La ofensiva ordenada exige la coordinación entre las Fuerzas Militares, la Policía Nacional, Ecopetrol, la Fiscalía General de la Nación y otras autoridades competentes. De la Espriella solicitó una acción integral que no se limite a los autores materiales que perforan los ductos, sino que abarque a quienes financian, almacenan, transportan, escoltan y comercializan el combustible robado, así como a los destinatarios finales.
El presidente fue enfático al exigir inteligencia, control territorial, operaciones sostenidas, judicialización y extinción de dominio sobre los vehículos, predios y depósitos al servicio de estas organizaciones.

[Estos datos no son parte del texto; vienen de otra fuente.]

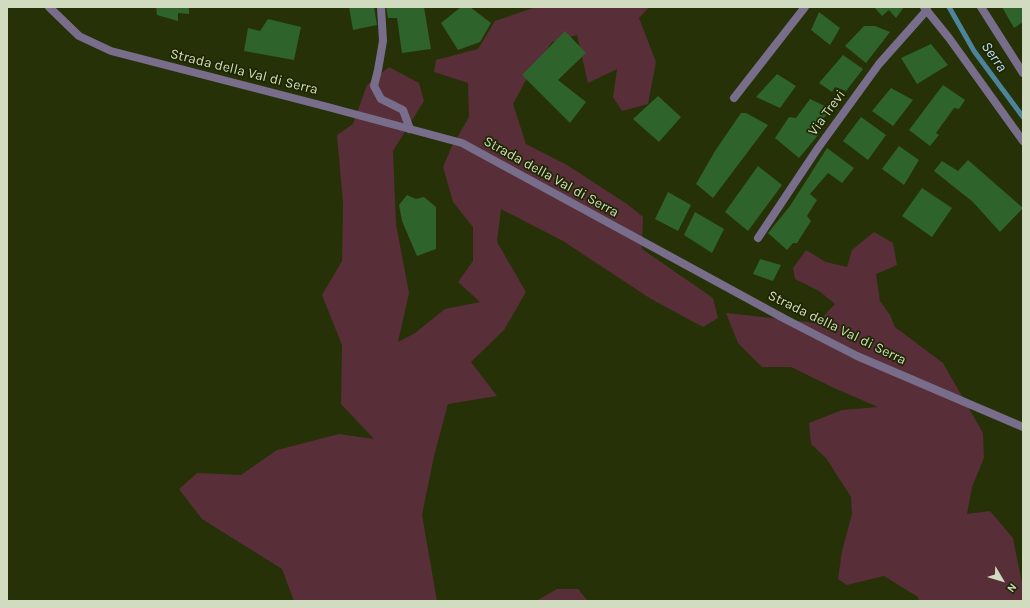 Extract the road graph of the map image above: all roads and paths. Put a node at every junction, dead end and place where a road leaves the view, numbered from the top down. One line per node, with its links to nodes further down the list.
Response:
1 (49, 7): 8 (street, Strada della Val di Serra)
2 (381, 7): 8 (street)
3 (804, 7): 7 (street)
4 (981, 7): 6 (street)
5 (926, 8): 9 (street, Via Trevi); 10 (street, Via Trevi)
6 (1023, 73)
7 (734, 98)
8 (410, 129): 11 (street, Strada della Val di Serra)
9 (1023, 141)
10 (758, 238)
11 (1023, 427) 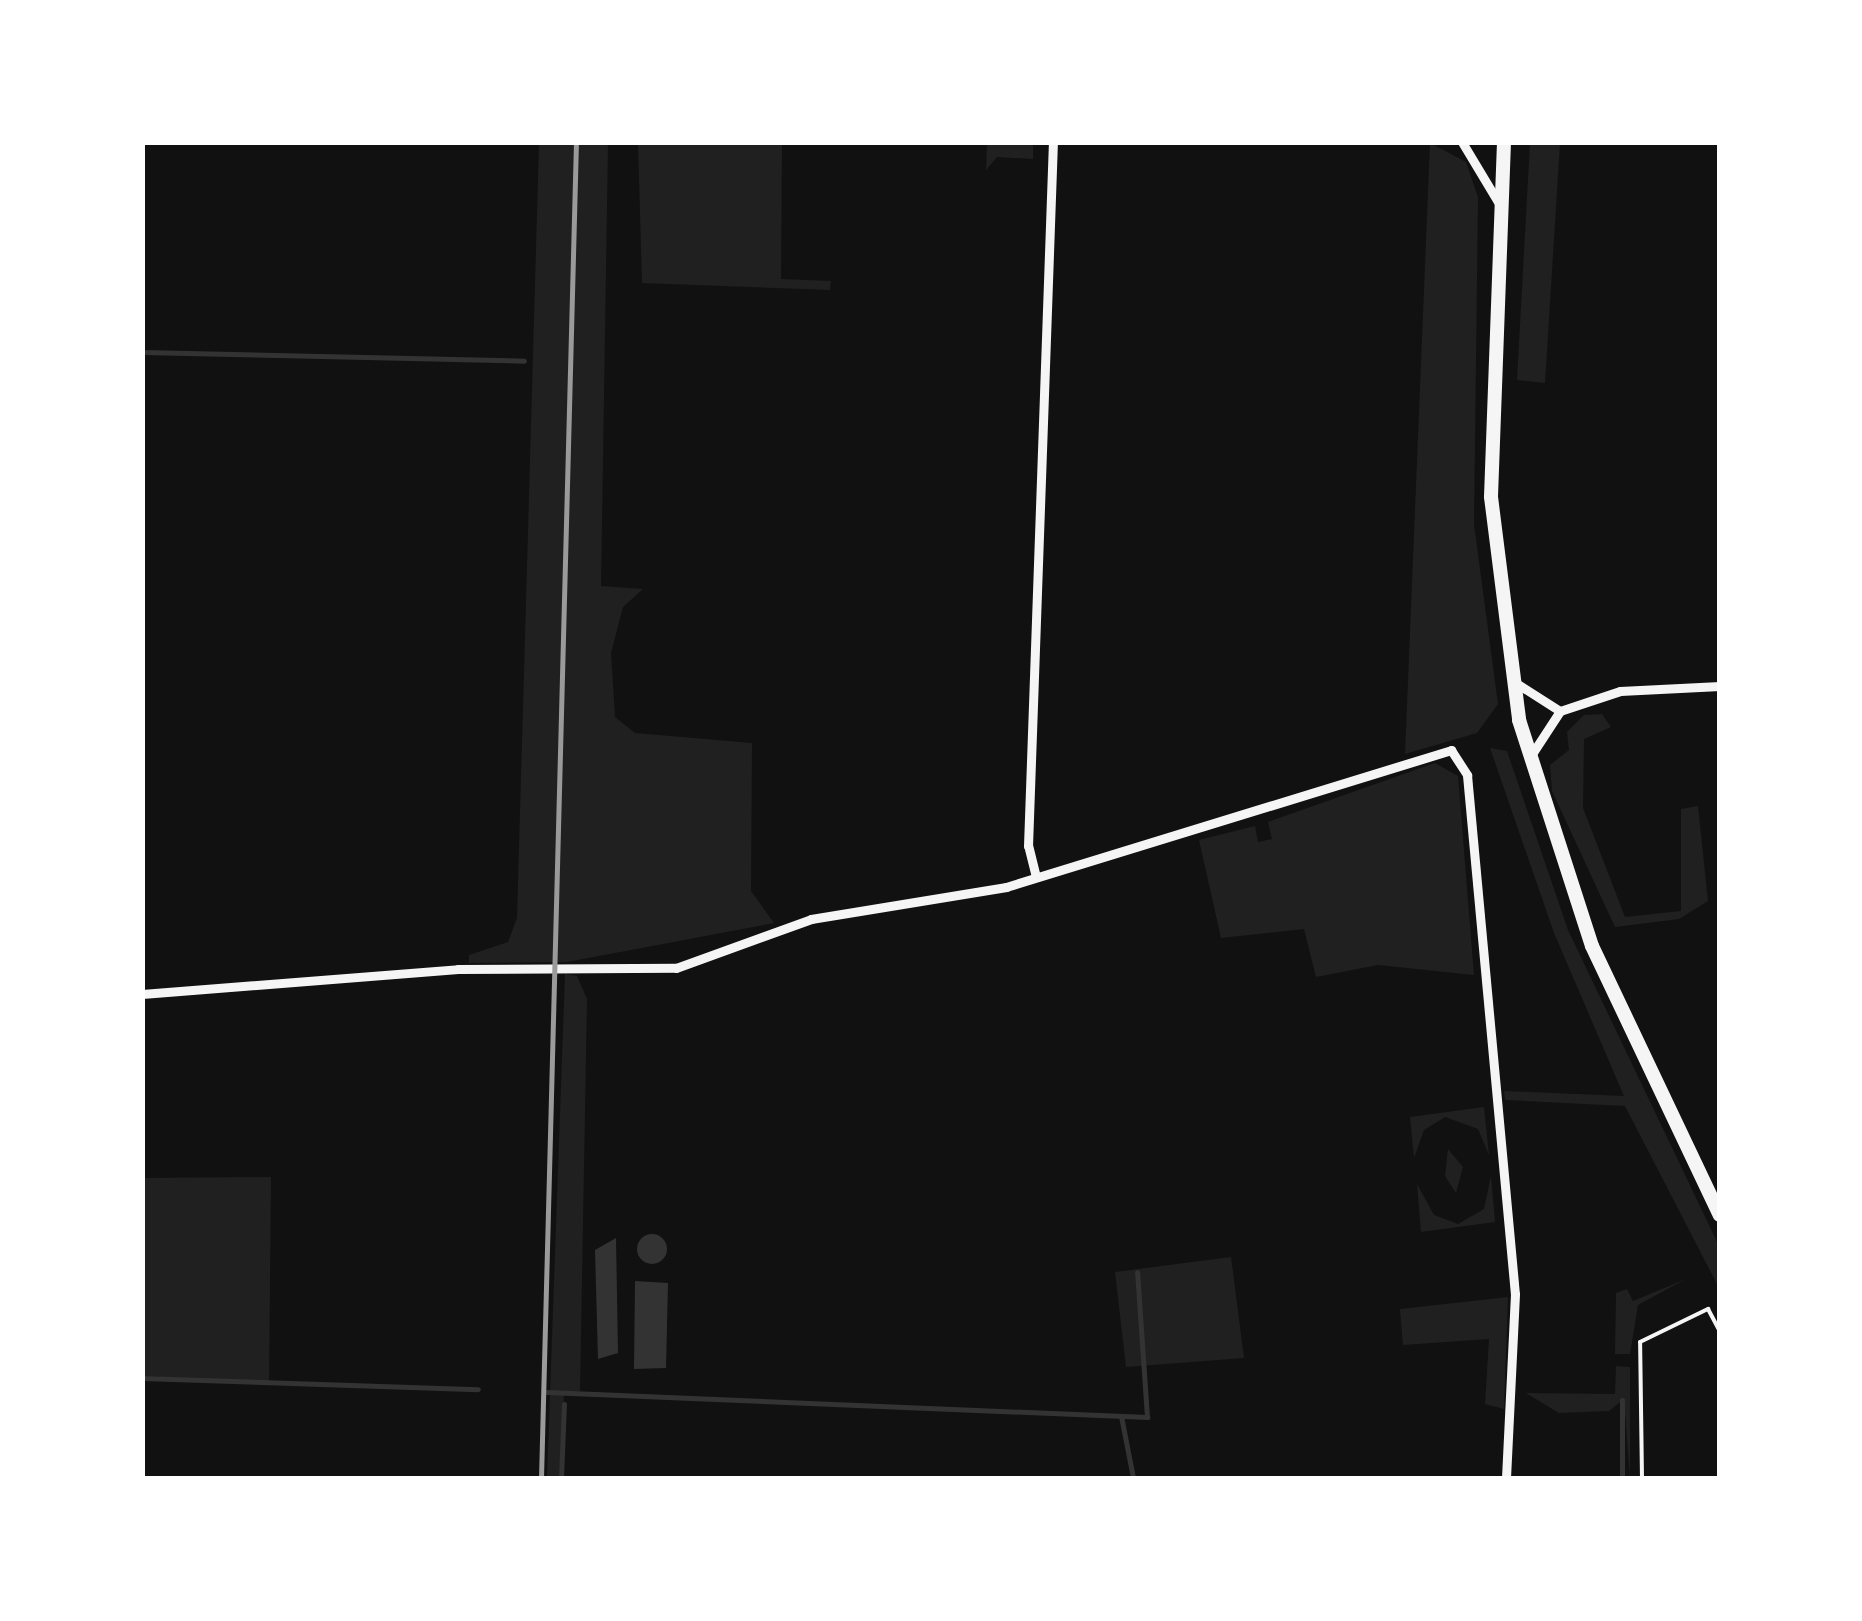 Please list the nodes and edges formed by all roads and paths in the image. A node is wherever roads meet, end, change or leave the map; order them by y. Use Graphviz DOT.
graph roads {
  1 [pos="1462,142"];
  2 [pos="1504,142"];
  3 [pos="1053,143"];
  4 [pos="1498,202"];
  5 [pos="1512,680"];
  6 [pos="1720,686"];
  7 [pos="1560,711"];
  8 [pos="1528,759"];
  9 [pos="1036,878"];
  10 [pos="142,994"];
  11 [pos="1720,1215"];
  12 [pos="1720,1332"];
  13 [pos="1506,1478"];
  14 [pos="1642,1478"];
  1 -- 4 [label="street"];
  2 -- 4 [label="main road"];
  3 -- 9 [label="street"];
  4 -- 5 [label="main road"];
  5 -- 7 [label="street"];
  5 -- 8 [label="main road"];
  6 -- 7 [label="street"];
  7 -- 8 [label="street"];
  8 -- 11 [label="main road"];
  9 -- 10 [label="street"];
  9 -- 13 [label="street"];
  12 -- 14 [label="lane"];
} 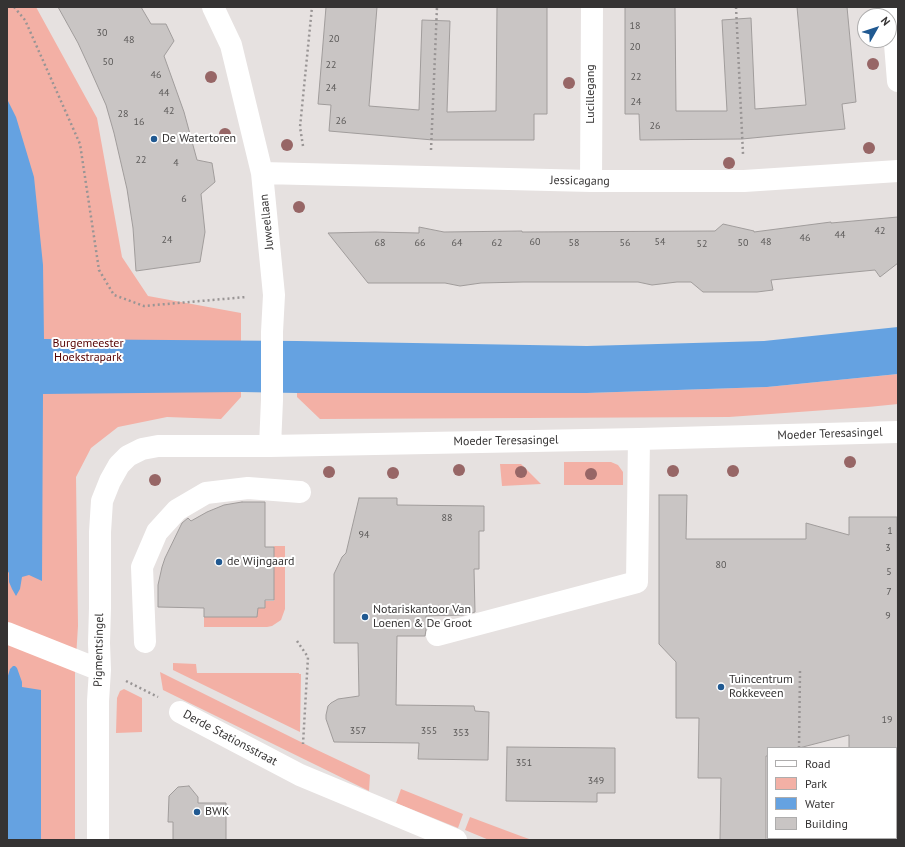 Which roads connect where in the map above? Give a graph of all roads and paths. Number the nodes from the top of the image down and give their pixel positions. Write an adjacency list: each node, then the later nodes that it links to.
1 (14, 7): 15 (path)
2 (213, 7): 10 (street, Juweellaan)
3 (312, 7): 11 (path)
4 (437, 7): 12 (path)
5 (592, 7): 13 (street, Lucillegang)
6 (736, 7): 14 (path)
7 (892, 7): 8 (street)
8 (898, 81)
9 (898, 171): 14 (street, Jessicagang)
10 (262, 173): 11 (street, Jessicagang); 15 (street, Juweellaan)
11 (308, 174): 12 (street, Jessicagang)
12 (430, 177): 13 (street, Jessicagang)
13 (591, 181): 14 (street, Jessicagang)
14 (744, 181)
15 (274, 295): 18 (street, Juweellaan)
16 (898, 432): 17 (street, Moeder Teresasingel)
17 (639, 439): 18 (street, Moeder Teresasingel); 22 (street)
18 (270, 446): 19 (street, Moeder Teresasingel)
19 (119, 465): 25 (street, Pigmentsingel)
20 (300, 492): 24 (street)
21 (7, 633): 25 (street)
22 (437, 635)
23 (297, 641): 29 (path)
24 (145, 642)
25 (100, 670): 27 (path, Derde Stationsstraat); 30 (street, Pigmentsingel)
26 (800, 671): 28 (path)
27 (180, 712): 29 (street, Derde Stationsstraat)
28 (799, 747)
29 (300, 775): 31 (street, Derde Stationsstraat)
30 (98, 840)
31 (456, 840)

“Cada barril robado es patrimonio de los colombianos. Y si además está siendo utilizado para alimentar la producción de cocaína, estamos permitiendo que con recursos robados a la Nación se fortalezca la misma economía criminal que estamos combatiendo. Eso no va a continuar”, expresó el mandatario.
La instrucción presidencial tuvo respuesta inmediata por parte del ministro de Defensa, Jorge Eduardo Mora López, que aseguró que coordinará personalmente la estrategia del sector Defensa y la articulación de la fuerza pública con la Fiscalía, las estructuras de apoyo, la filial Cenit de Ecopetrol, el Ministerio de Minas y Energía y las autoridades nacionales y territoriales.
Mora López subrayó: “El esfuerzo no se limitará a quienes perforan los ductos” y recalcó que la operación incluirá inteligencia, control territorial, investigación criminal y seguimiento financiero para identificar y desmantelar toda la cadena criminal.
El ministro anticipó que se promoverá la judicialización de los responsables y la extinción de dominio de vehículos, predios y bienes usados por las redes ilegales. Mora López destacó que tanto el jefe de Estado como “el país recibirán informes periódicos sobre los avances” y remarcó que “cada barril recuperado es patrimonio protegido de los colombianos”.
Añadió que la fuerza pública actuará de manera conjunta, sostenida y con resultados verificables, y que se establecerán conexiones entre el hurto de hidrocarburos, el narcotráfico y la financiación de organizaciones armadas.